| Quote #10
Yes, it was the hour when, a long time ago, I was perfectly content. What awaited me back then was always a night of easy, dreamless sleep. And yet something has changed, since it was back to my cell that I went to wait for the next day… as if familiar paths traced in summer skies could lead as easily to prison as to the sleep of the innocent. (2.3.22)
Meursault justifies his passivity by saying there’s nothing you can do anyway. If you’re at the mercy of chance and bad luck, you might as well drift along bumper-car style.
| Quote #11
The presiding judge told me in a bizarre language that I was to have my head cut off in a public square in the name of the French people.

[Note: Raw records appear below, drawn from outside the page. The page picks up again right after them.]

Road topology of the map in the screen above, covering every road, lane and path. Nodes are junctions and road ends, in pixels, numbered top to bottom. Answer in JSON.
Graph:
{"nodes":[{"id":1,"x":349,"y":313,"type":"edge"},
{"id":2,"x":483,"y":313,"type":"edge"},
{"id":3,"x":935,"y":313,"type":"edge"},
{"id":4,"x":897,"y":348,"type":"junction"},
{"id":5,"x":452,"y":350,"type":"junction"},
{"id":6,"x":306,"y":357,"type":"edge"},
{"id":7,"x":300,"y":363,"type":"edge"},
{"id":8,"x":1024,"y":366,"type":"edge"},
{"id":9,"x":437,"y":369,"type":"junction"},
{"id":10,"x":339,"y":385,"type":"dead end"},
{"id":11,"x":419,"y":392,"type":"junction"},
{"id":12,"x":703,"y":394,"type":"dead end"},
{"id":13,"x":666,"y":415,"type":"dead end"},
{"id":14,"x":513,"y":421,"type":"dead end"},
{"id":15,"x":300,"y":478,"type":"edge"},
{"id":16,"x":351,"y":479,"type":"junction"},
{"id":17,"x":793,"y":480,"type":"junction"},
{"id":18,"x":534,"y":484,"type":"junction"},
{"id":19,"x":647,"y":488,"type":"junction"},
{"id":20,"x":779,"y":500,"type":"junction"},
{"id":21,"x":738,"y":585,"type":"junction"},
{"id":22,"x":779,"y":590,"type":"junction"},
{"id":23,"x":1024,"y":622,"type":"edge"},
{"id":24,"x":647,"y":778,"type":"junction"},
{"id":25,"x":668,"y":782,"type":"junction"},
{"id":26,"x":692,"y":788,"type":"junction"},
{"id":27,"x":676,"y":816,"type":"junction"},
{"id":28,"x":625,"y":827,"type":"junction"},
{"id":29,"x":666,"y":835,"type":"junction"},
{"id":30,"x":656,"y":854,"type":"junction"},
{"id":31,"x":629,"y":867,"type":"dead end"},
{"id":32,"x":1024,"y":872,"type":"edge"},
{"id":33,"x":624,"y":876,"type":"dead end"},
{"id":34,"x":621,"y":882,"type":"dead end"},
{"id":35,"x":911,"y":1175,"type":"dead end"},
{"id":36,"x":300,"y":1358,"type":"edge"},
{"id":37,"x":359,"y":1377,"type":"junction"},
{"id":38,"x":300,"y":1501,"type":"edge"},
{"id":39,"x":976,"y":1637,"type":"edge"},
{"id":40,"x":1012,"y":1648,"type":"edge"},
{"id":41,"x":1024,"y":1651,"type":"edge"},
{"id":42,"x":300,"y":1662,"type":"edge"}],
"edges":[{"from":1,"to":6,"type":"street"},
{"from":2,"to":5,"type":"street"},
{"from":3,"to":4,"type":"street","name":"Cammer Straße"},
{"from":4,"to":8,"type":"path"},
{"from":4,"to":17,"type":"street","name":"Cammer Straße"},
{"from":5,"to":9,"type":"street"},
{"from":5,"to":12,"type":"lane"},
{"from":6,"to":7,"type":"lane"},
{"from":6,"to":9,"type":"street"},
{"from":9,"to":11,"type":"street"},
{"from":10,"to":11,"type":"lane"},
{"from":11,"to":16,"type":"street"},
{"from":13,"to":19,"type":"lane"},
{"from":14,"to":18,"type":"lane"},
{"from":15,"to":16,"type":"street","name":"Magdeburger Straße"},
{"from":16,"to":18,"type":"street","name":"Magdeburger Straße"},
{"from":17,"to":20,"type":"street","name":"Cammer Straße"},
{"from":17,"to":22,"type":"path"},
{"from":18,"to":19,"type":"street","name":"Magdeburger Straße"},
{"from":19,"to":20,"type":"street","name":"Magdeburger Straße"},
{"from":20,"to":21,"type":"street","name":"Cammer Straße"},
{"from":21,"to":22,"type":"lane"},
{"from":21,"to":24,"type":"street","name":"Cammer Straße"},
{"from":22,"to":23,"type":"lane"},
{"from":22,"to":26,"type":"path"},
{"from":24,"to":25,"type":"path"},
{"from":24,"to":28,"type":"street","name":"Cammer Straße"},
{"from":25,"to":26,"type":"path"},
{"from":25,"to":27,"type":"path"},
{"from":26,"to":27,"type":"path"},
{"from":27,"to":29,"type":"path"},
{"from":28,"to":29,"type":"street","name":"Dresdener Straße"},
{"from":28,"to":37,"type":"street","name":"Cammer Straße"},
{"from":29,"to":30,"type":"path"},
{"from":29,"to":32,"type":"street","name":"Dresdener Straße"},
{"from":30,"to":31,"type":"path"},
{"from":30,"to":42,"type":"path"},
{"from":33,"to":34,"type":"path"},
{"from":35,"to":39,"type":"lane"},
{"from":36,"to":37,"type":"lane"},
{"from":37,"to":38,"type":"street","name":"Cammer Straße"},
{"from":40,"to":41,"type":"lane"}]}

Then it seemed to me that I suddenly knew what was on everybody's fact. It was a look of consideration, I'm sure. The policemen were very gentle with me. The lawyer put his hand on my wrist. I wasn't thinking about anything anymore. But the presiding judge asked me if I had anything to say. I thought about it. I said, "No." (2.4.11)
Society has judged that the crime of a passive, detached atheist is punishable by death. Meursault, having nothing to add, accepts the sentence. Passively. How fitting.
| Quote #12
For the third time I’ve refused to see the chaplain. I don’t have anything to say to him; I don’t feel like talking, and I’ll be seeing him soon enough as it is. All I care about right now is escaping the machinery of justice, seeing if there’s any way out of the inevitable. (2.5.1)
This doesn’t sound passive at all. Meursault is looking to escape, to act. Also, he cares about something, which is more than we’ve seen so far.